Recorded data
^^^^^^^^^^^^^^^^

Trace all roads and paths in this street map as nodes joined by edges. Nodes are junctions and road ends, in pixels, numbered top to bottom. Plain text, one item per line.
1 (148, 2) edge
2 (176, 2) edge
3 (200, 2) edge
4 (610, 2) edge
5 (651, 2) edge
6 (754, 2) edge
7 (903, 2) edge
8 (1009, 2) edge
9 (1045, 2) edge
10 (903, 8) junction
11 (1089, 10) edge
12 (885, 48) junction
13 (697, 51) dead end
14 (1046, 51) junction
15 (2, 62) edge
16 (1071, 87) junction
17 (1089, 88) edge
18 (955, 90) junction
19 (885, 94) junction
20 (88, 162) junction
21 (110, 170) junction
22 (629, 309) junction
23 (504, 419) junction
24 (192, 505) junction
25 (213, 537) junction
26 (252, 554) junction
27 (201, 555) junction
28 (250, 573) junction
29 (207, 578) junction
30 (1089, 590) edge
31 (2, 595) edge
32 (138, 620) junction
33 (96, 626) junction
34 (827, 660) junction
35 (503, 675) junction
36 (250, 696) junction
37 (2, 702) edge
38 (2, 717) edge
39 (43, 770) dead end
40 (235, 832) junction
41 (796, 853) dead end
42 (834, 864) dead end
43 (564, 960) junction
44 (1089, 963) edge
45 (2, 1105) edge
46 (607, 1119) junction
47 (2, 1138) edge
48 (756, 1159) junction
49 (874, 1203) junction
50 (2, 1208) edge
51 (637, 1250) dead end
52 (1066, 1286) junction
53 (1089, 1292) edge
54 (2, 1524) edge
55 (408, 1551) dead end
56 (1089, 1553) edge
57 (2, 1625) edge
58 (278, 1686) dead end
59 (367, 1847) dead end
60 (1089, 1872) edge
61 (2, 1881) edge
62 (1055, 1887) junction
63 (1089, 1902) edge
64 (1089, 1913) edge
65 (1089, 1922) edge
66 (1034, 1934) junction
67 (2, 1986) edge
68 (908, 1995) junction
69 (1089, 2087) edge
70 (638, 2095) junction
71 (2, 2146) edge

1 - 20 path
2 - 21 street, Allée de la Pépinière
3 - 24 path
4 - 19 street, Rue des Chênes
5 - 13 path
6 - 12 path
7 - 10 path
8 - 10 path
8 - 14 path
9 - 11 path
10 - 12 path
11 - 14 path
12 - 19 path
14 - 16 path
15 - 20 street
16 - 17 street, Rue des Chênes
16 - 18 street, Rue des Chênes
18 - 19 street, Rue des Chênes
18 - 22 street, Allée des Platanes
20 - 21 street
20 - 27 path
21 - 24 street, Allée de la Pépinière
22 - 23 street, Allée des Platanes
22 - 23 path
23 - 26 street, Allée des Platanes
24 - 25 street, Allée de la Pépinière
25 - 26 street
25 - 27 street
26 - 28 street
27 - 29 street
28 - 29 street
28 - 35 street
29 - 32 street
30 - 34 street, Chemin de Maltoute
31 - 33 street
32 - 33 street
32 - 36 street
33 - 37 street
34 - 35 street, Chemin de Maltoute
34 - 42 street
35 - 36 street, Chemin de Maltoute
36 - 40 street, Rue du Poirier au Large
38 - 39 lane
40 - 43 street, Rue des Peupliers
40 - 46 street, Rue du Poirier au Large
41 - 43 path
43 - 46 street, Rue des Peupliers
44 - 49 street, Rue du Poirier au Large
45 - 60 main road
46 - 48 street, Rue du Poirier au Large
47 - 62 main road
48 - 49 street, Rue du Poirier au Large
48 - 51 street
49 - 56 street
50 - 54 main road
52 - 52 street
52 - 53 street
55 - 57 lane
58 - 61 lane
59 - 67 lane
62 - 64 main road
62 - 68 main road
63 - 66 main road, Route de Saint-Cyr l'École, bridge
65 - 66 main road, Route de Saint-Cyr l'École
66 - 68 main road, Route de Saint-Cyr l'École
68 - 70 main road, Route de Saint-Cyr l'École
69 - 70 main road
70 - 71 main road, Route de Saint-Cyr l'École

^^^^^^^^^^^^^^^^

*TASK STATEMENT:* Preserving every character, copy the records above out again.

*PROBLEM SOLUTION:*
Trace all roads and paths in this street map as nodes joined by edges. Nodes are junctions and road ends, in pixels, numbered top to bottom. Plain text, one item per line.
1 (148, 2) edge
2 (176, 2) edge
3 (200, 2) edge
4 (610, 2) edge
5 (651, 2) edge
6 (754, 2) edge
7 (903, 2) edge
8 (1009, 2) edge
9 (1045, 2) edge
10 (903, 8) junction
11 (1089, 10) edge
12 (885, 48) junction
13 (697, 51) dead end
14 (1046, 51) junction
15 (2, 62) edge
16 (1071, 87) junction
17 (1089, 88) edge
18 (955, 90) junction
19 (885, 94) junction
20 (88, 162) junction
21 (110, 170) junction
22 (629, 309) junction
23 (504, 419) junction
24 (192, 505) junction
25 (213, 537) junction
26 (252, 554) junction
27 (201, 555) junction
28 (250, 573) junction
29 (207, 578) junction
30 (1089, 590) edge
31 (2, 595) edge
32 (138, 620) junction
33 (96, 626) junction
34 (827, 660) junction
35 (503, 675) junction
36 (250, 696) junction
37 (2, 702) edge
38 (2, 717) edge
39 (43, 770) dead end
40 (235, 832) junction
41 (796, 853) dead end
42 (834, 864) dead end
43 (564, 960) junction
44 (1089, 963) edge
45 (2, 1105) edge
46 (607, 1119) junction
47 (2, 1138) edge
48 (756, 1159) junction
49 (874, 1203) junction
50 (2, 1208) edge
51 (637, 1250) dead end
52 (1066, 1286) junction
53 (1089, 1292) edge
54 (2, 1524) edge
55 (408, 1551) dead end
56 (1089, 1553) edge
57 (2, 1625) edge
58 (278, 1686) dead end
59 (367, 1847) dead end
60 (1089, 1872) edge
61 (2, 1881) edge
62 (1055, 1887) junction
63 (1089, 1902) edge
64 (1089, 1913) edge
65 (1089, 1922) edge
66 (1034, 1934) junction
67 (2, 1986) edge
68 (908, 1995) junction
69 (1089, 2087) edge
70 (638, 2095) junction
71 (2, 2146) edge

1 - 20 path
2 - 21 street, Allée de la Pépinière
3 - 24 path
4 - 19 street, Rue des Chênes
5 - 13 path
6 - 12 path
7 - 10 path
8 - 10 path
8 - 14 path
9 - 11 path
10 - 12 path
11 - 14 path
12 - 19 path
14 - 16 path
15 - 20 street
16 - 17 street, Rue des Chênes
16 - 18 street, Rue des Chênes
18 - 19 street, Rue des Chênes
18 - 22 street, Allée des Platanes
20 - 21 street
20 - 27 path
21 - 24 street, Allée de la Pépinière
22 - 23 street, Allée des Platanes
22 - 23 path
23 - 26 street, Allée des Platanes
24 - 25 street, Allée de la Pépinière
25 - 26 street
25 - 27 street
26 - 28 street
27 - 29 street
28 - 29 street
28 - 35 street
29 - 32 street
30 - 34 street, Chemin de Maltoute
31 - 33 street
32 - 33 street
32 - 36 street
33 - 37 street
34 - 35 street, Chemin de Maltoute
34 - 42 street
35 - 36 street, Chemin de Maltoute
36 - 40 street, Rue du Poirier au Large
38 - 39 lane
40 - 43 street, Rue des Peupliers
40 - 46 street, Rue du Poirier au Large
41 - 43 path
43 - 46 street, Rue des Peupliers
44 - 49 street, Rue du Poirier au Large
45 - 60 main road
46 - 48 street, Rue du Poirier au Large
47 - 62 main road
48 - 49 street, Rue du Poirier au Large
48 - 51 street
49 - 56 street
50 - 54 main road
52 - 52 street
52 - 53 street
55 - 57 lane
58 - 61 lane
59 - 67 lane
62 - 64 main road
62 - 68 main road
63 - 66 main road, Route de Saint-Cyr l'École, bridge
65 - 66 main road, Route de Saint-Cyr l'École
66 - 68 main road, Route de Saint-Cyr l'École
68 - 70 main road, Route de Saint-Cyr l'École
69 - 70 main road
70 - 71 main road, Route de Saint-Cyr l'École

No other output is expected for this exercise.